[R-sig-ME] Type of residuals for assessing assumptions in extended lme's

Thu Oct 2 08:09:47 CEST 2008

Dear all,

I am currently evaluating different models regarding haemodynamic reactions in the brain. Thus the realtive concentration of O2Hb and HHb are my response variables. These concentrations are recorded over relatively short stimulation periods (75 sec) and are presently available at a rate of 1 Hz (one measurement per second). One stimulation period is our main observational unit which is then nested in treatment, individual probands etc. I am trying to model the time course within the stimulation period using natural splines.

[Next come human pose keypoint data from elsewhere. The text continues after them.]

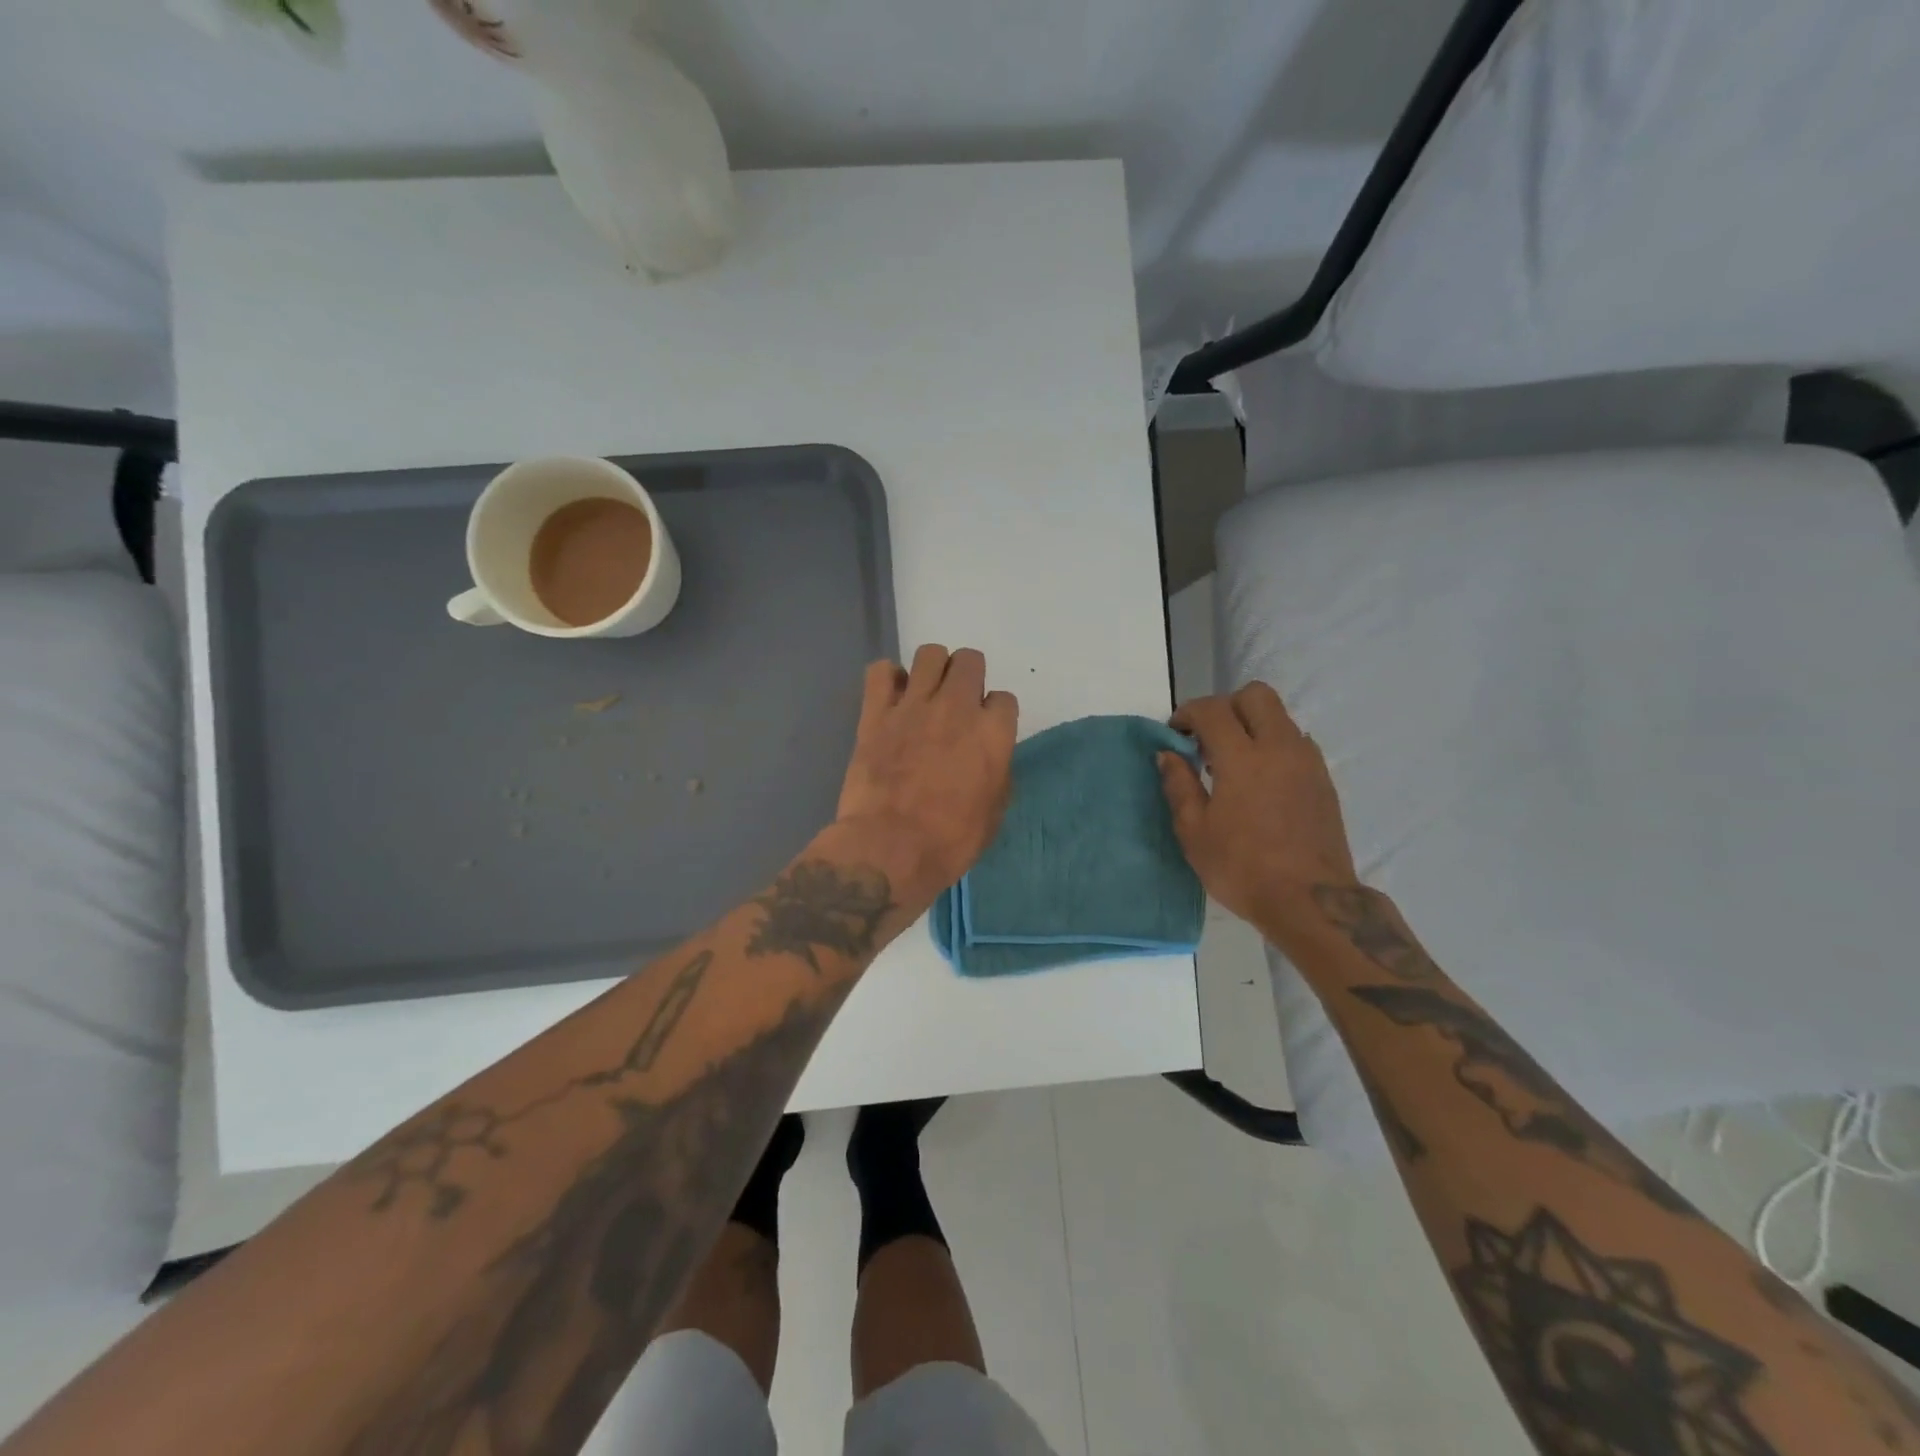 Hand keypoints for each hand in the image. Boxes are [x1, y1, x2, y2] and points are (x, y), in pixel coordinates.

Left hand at [833, 646, 1017, 910]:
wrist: (890, 848)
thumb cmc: (950, 841)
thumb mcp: (993, 814)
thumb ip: (996, 773)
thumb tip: (988, 759)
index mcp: (992, 733)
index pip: (1004, 699)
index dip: (995, 714)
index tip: (985, 731)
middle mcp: (957, 707)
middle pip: (969, 661)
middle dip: (968, 677)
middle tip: (957, 704)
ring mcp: (913, 706)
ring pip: (930, 654)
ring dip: (933, 669)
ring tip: (926, 694)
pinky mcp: (876, 713)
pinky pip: (880, 671)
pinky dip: (888, 679)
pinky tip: (891, 698)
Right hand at [1159, 682, 1359, 931]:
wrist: (1310, 900)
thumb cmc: (1242, 868)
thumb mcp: (1194, 832)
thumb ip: (1178, 785)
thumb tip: (1169, 754)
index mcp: (1242, 758)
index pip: (1213, 710)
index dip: (1188, 714)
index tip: (1176, 735)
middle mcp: (1279, 748)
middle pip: (1255, 695)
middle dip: (1225, 707)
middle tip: (1207, 739)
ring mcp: (1307, 761)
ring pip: (1279, 716)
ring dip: (1251, 725)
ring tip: (1232, 763)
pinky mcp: (1322, 779)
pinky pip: (1294, 741)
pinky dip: (1272, 745)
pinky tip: (1259, 781) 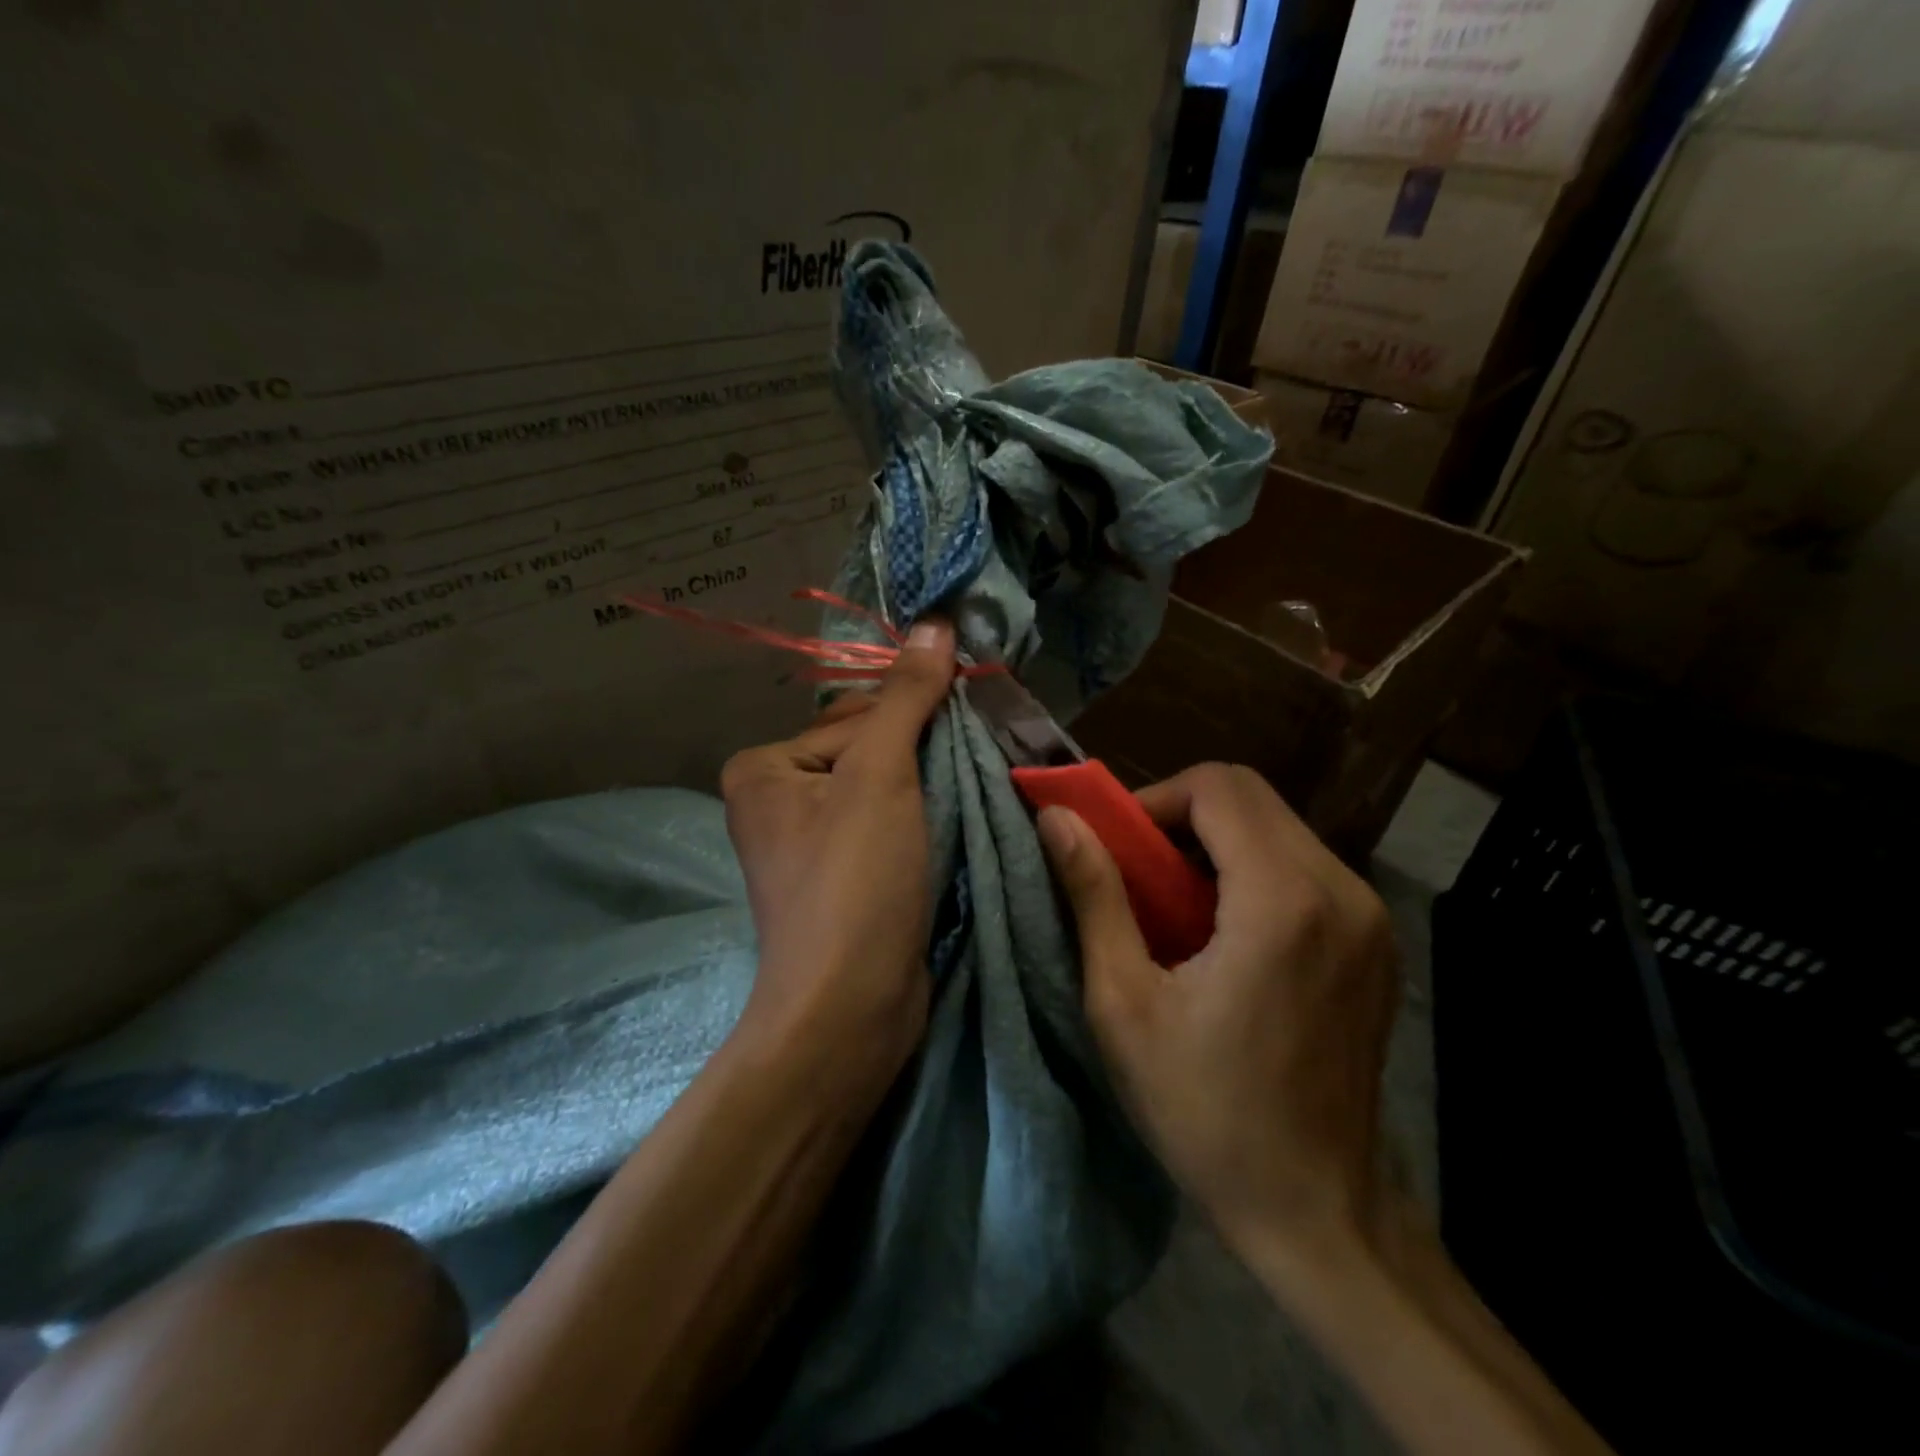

Not surprisingly, there is strong serial correlation in the raw / pearson residuals. Using "correlation= corARMA (..., p= 2)" gets rid of those. It may be the case that there is som heteroscedasticity as well so an additional "weighst= varIdent (...)" may become nesseary (more of that below).

Main question:

My main issue now is which type of residuals is needed to check assumptions of a model that includes some correlation structure (and may or may not include some additional variance structure). I have, of course, consulted Pinheiro & Bates (chapt 5). It seems obvious that normalised residuals are needed for checking whether the correlation structure is successful in catching the serial correlations (and there are examples of those in said book). I am not quite sure but I also assume based on the gls examples towards the end of chapt 5 that the normalised residuals need to be plotted for other plots used in assessing assumptions such as normal-plots, Tukey-Anscombe-plots and so on (and this seems nothing but consistent). Is that correct in your view?

Secondary question:

What actually happens in our data set is that the normalised residuals do not show any serial correlation any longer but are far from a normal distribution. Whereas the raw / pearson residuals follow a normal distribution very closely and seem to be homoscedastic, the normalised residuals are heteroscedastic regarding some explanatory variables and have much longer lower und upper tails than a normal distribution. Thus, if my notion stated above is correct (namely, that the normalised residuals should generally be used in assessing model assumptions if a correlation structure is present), our models may not be valid if based on a normal distribution.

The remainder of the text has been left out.